**What you should do:**
Only the lines that hold the word "image" are wanted from this listing.
(Beginning of Information provided)
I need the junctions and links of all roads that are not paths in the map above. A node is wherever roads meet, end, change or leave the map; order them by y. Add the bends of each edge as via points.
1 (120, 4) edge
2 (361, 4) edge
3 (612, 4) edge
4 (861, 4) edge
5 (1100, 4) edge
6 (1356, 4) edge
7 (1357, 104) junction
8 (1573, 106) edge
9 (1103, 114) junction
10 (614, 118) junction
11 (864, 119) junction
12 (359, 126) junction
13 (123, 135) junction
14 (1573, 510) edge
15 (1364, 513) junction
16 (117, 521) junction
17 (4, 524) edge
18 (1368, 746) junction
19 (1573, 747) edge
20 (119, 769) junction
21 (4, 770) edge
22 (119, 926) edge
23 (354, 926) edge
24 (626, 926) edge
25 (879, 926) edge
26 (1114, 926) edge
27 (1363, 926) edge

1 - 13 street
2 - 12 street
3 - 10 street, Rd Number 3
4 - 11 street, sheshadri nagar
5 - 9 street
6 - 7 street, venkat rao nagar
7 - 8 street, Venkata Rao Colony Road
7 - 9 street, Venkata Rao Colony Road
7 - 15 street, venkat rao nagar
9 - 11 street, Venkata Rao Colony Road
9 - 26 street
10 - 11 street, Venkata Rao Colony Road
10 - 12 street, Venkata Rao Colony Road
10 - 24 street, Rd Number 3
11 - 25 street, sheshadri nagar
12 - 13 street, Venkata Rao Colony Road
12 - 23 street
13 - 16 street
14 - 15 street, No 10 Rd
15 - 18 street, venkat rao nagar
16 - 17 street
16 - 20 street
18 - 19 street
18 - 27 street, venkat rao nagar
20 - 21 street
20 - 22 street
(End of Information provided)
(Beginning of Information provided)
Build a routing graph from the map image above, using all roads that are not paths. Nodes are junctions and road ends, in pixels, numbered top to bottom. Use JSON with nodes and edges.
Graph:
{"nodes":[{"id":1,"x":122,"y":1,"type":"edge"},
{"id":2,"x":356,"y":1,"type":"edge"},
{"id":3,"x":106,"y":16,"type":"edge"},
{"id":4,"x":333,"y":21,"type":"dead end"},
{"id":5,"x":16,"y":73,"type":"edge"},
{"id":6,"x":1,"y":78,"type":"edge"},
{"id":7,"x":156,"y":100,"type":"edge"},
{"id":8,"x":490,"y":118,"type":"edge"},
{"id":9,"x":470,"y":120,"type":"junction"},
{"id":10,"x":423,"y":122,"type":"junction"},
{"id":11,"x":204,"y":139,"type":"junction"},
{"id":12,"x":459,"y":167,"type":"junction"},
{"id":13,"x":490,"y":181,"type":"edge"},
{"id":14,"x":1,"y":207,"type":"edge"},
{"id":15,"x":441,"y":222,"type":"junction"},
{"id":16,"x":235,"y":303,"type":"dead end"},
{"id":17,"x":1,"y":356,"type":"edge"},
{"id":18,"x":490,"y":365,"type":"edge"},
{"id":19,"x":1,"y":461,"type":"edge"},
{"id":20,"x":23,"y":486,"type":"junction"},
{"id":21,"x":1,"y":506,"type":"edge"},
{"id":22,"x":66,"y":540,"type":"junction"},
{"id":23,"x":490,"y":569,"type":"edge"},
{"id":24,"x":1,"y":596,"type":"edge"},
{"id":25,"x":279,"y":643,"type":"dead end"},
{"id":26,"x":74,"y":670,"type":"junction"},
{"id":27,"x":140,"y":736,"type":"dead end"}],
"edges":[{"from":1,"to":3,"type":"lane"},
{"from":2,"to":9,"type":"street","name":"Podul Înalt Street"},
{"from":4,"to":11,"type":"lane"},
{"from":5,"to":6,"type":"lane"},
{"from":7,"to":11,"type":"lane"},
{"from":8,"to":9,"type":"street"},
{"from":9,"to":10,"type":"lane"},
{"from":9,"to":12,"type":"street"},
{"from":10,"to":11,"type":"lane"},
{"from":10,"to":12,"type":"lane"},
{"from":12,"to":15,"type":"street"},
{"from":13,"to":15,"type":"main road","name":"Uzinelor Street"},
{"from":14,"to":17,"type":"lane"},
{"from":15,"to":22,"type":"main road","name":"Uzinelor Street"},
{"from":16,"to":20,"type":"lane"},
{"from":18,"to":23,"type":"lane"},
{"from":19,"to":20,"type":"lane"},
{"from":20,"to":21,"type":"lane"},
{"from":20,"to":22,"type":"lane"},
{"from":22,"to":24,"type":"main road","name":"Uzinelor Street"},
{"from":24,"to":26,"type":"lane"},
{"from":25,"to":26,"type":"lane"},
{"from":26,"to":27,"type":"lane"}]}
(End of Information provided)
(Beginning of Information provided)
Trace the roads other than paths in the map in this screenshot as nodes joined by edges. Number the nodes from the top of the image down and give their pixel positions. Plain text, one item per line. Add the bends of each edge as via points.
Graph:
(End of Information provided)
**Answer space:**
Build a routing graph from the map image above, using all roads that are not paths. Nodes are junctions and road ends, in pixels, numbered top to bottom. Use JSON with nodes and edges.
Trace the roads other than paths in the map in this screenshot as nodes joined by edges. Number the nodes from the top of the image down and give their pixel positions. Plain text, one item per line. Add the bends of each edge as via points.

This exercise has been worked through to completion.